Would you quote every entry exactly, dropping only the pictures?
*** Block opens ***
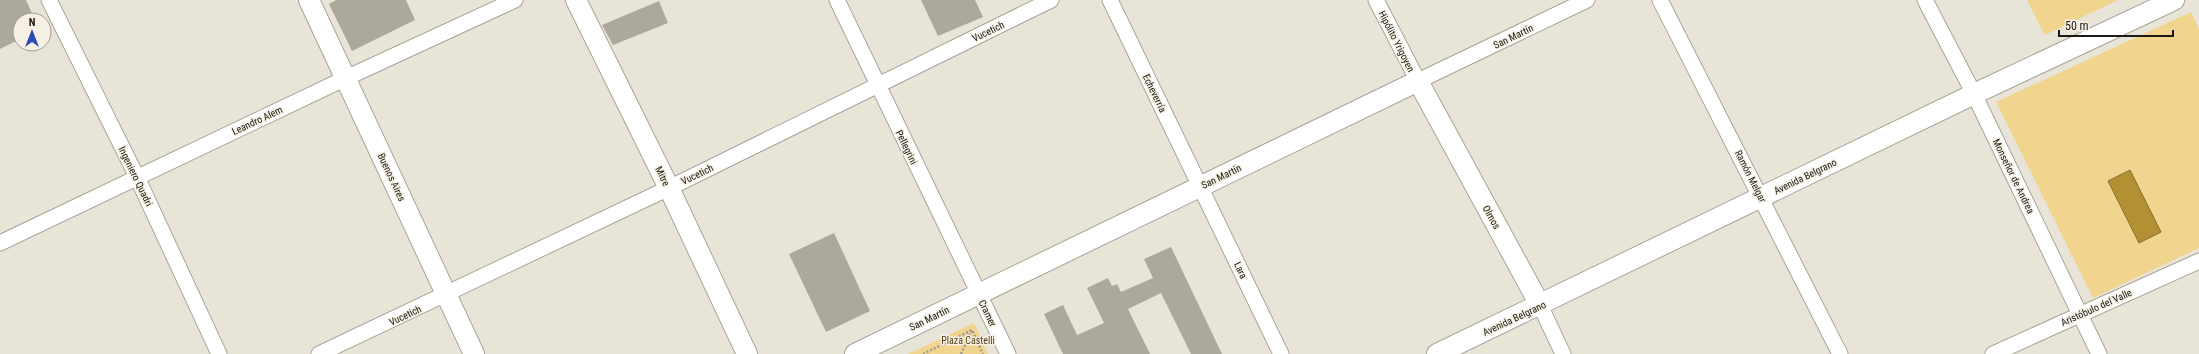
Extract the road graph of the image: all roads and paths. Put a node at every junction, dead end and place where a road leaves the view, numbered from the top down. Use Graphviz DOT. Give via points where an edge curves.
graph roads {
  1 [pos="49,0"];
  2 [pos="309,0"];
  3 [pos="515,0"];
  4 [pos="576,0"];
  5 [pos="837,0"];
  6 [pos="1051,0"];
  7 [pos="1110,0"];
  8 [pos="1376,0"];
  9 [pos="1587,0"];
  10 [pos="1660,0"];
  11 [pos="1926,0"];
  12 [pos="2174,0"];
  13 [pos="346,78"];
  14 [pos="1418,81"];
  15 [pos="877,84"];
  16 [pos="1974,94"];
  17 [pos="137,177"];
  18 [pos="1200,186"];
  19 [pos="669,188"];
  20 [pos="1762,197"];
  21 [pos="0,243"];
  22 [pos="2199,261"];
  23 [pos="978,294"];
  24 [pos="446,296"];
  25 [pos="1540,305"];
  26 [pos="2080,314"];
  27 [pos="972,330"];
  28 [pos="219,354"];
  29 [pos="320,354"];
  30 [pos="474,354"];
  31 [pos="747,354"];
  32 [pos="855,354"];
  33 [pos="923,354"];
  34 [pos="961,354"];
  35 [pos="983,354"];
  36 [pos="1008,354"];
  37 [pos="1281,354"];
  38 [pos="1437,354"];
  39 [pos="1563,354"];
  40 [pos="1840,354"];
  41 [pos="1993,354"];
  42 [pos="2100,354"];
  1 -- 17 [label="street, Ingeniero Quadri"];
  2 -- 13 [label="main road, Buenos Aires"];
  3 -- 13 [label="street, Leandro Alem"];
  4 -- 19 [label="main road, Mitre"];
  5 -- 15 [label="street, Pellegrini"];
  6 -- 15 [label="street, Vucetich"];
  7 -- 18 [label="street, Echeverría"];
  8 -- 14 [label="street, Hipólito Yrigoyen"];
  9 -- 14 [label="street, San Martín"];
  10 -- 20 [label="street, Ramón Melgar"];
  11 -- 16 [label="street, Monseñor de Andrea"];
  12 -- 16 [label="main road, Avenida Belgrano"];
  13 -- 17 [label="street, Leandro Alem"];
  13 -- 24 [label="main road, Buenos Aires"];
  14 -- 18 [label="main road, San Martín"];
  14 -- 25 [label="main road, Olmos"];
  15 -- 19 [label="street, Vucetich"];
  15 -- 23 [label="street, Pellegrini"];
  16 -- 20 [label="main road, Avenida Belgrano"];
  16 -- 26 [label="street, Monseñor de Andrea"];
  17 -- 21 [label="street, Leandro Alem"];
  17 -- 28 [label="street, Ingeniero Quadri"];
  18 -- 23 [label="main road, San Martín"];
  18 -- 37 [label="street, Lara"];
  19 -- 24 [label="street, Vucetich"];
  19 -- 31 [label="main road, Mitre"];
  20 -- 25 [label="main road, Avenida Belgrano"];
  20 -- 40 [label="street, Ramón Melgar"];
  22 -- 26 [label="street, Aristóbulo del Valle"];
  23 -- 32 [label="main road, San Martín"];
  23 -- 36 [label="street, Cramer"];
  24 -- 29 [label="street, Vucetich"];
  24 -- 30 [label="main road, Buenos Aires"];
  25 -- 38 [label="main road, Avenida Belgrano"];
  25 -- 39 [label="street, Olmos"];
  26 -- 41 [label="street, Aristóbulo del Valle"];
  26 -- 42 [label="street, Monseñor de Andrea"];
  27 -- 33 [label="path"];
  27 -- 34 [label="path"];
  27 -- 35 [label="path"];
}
*** Block closes ***
• [OUTPUT FOR THIS EXERCISE]:
Extract the road graph of the image: all roads and paths. Put a node at every junction, dead end and place where a road leaves the view, numbered from the top down. Use Graphviz DOT. Give via points where an edge curves.
graph roads {
  1 [pos="49,0"];
  2 [pos="309,0"];
  3 [pos="515,0"];
  4 [pos="576,0"];
  5 [pos="837,0"];
  6 [pos="1051,0"];
  7 [pos="1110,0"];
  8 [pos="1376,0"];
  9 [pos="1587,0"];
  10 [pos="1660,0"];
  11 [pos="1926,0"];
  12 [pos="2174,0"];
  13 [pos="346,78"];
  14 [pos="1418,81"];
  15 [pos="877,84"];
  16 [pos="1974,94"];
  17 [pos="137,177"];
  18 [pos="1200,186"];
  19 [pos="669,188"];
  20 [pos="1762,197"];
  21 [pos="0,243"];
  22 [pos="2199,261"];
  23 [pos="978,294"];
  24 [pos="446,296"];
  25 [pos="1540,305"];
  26 [pos="2080,314"];
  27 [pos="972,330"];
  28 [pos="219,354"];
  29 [pos="320,354"];
  30 [pos="474,354"];
  31 [pos="747,354"];
  32 [pos="855,354"];
  33 [pos="923,354"];
  34 [pos="961,354"];
  35 [pos="983,354"];
  36 [pos="1008,354"];
  37 [pos="1281,354"];
  38 [pos="1437,354"];
  39 [pos="1563,354"];
  40 [pos="1840,354"];
  41 [pos="1993,354"];
  42 [pos="2100,354"];
  1 -- 17 [label="street, Ingeniero Quadri"];
  2 -- 13 [label="main road, Buenos Aires"];
  3 -- 13 [label="street, Leandro Alem"];
  4 -- 19 [label="main road, Mitre"];
  5 -- 15 [label="street, Pellegrini"];
  6 -- 15 [label="street, Vucetich"];
  7 -- 18 [label="street, Echeverría"];
  8 -- 14 [label="street, Hipólito Yrigoyen"];
  9 -- 14 [label="street, San Martín"];
  10 -- 20 [label="street, Ramón Melgar"];
  11 -- 16 [label="street, Monseñor de Andrea"];
  12 -- 16 [label="main road, Avenida Belgrano"];
  13 -- 17 [label="street, Leandro Alem"];
  13 -- 24 [label="main road, Buenos Aires"];
  14 -- 18 [label="main road, San Martín"];
  14 -- 25 [label="main road, Olmos"];
  15 -- 19 [label="street, Vucetich"];
  15 -- 23 [label="street, Pellegrini"];
  16 -- 20 [label="main road, Avenida Belgrano"];
  16 -- 26 [label="street, Monseñor de Andrea"];
  17 -- 21 [label="street, Leandro Alem"];
  17 -- 28 [label="street, Ingeniero Quadri"];
  18 -- 23 [label="main road, San Martín"];
  18 -- 37 [label="street, Lara"];
  19 -- 24 [label="street, Vucetich"];
  19 -- 31 [label="main road, Mitre"];
  20 -- 25 [label="main road, Avenida Belgrano"];
  20 -- 40 [label="street, Ramón Melgar"];
  22 -- 26 [label="street, Aristóbulo del Valle"];
  23 -- 32 [label="main road, San Martín"];
  23 -- 36 [label="street, Cramer"];
  24 -- 29 [label="street, Vucetich"];
  24 -- 30 [label="main road, Buenos Aires"];
  25 -- 38 [label="main road, Avenida Belgrano"];
  25 -- 39 [label="street, Olmos"];
  26 -- 41 [label="street, Aristóbulo del Valle"];
  26 -- 42 [label="street, Monseñor de Andrea"];
  27 -- 33 [label="path"];
  27 -- 34 [label="path"];
  27 -- 35 [label="path"];
}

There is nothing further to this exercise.